Appellant was charged with disorderly conduct, a violation of a city ordinance. At a summary proceeding, appellant entered a plea of guilty to the charge and was fined. He did not appeal that conviction. Appellant was also indicted on charges of resisting arrest and assault and battery. A jury returned guilty verdicts on both counts.
Although appellant raises a number of contentions, only two merit consideration. Appellant first argues that the disorderly conduct statute under which he was arrested is unconstitutionally vague; that an arrest for a violation thereof is thus unlawful; and, consequently, that his conviction for resisting arrest and assault and *296battery must be vacated. Appellant’s second contention is that his trial for resisting arrest and assault and battery placed him twice in jeopardy, and was in violation of the rule announced by the Supreme Court in Commonwealth v. Campana, 452 Pa. 233, 304 A. 2d 432 (1973).
I
Appellant cites numerous Supreme Court decisions1 which have declared various ordinances violative of the due process clause because of their breadth and vagueness. These cases, however, involve the reversal of convictions for violations of such ordinances. They do not support appellant’s contention that the vagueness of the ordinance gives rise to a right to violently resist an arrest for conduct which an officer observes and reasonably believes to be in violation of a law which the officer is bound to enforce.

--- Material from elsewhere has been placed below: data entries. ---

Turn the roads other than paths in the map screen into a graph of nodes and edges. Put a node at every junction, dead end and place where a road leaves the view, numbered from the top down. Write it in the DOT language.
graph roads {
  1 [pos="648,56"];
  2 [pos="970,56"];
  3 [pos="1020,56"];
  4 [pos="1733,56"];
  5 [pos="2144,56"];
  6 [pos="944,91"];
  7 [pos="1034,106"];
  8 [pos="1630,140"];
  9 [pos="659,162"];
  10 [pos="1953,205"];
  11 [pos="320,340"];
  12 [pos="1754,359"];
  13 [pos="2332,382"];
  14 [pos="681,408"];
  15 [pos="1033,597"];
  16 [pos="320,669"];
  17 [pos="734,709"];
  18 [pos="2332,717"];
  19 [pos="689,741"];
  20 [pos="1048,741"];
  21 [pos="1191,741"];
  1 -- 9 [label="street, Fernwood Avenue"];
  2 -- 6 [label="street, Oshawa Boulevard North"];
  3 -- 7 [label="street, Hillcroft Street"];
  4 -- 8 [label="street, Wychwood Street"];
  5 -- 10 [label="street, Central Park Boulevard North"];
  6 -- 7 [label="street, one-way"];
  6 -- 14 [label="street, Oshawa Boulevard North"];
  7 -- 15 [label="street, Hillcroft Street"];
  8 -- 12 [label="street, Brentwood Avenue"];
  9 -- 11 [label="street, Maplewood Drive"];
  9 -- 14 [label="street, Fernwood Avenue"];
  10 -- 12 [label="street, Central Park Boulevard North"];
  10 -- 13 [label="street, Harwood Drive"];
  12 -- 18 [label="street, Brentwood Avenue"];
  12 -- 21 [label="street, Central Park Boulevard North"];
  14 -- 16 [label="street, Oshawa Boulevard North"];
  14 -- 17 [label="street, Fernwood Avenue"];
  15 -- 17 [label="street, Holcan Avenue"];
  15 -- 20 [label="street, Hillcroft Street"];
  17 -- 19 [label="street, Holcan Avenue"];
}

The issue at appellant’s trial did not involve the constitutionality of the ordinance. The only issue was whether the officer had observed conduct which gave rise to a reasonable belief that appellant was engaging in conduct which fell within the prohibition of the ordinance. Commonwealth v. Garrick, 210 Pa. Superior Ct. 124, 232 A. 2d 8 (1967). If so, the arrest was legal, and appellant’s resistance thereto was in violation of the statute.2 Since legislative enactments are presumed valid until declared otherwise, Lutz v. Ar*297mour, 395 Pa. 576, 151 A. 2d 108 (1959), the officer had every right to act in performance of his law enforcement duties under the ordinance without being subject to an arrestee’s physical resistance thereto. To allow the scene of an arrest to be converted into a forum for challenging the validity of criminal statutes by resistance to an arrest thereunder would only serve to promote violent street confrontations.3 United States v. Ferrone, 438 F. 2d 381 (3d Cir. 1971); United States v. Martinez, 465 F. 2d 79 (2d Cir. 1972); United States v. Beyer, 426 F. 2d 773 (2d Cir. 1970).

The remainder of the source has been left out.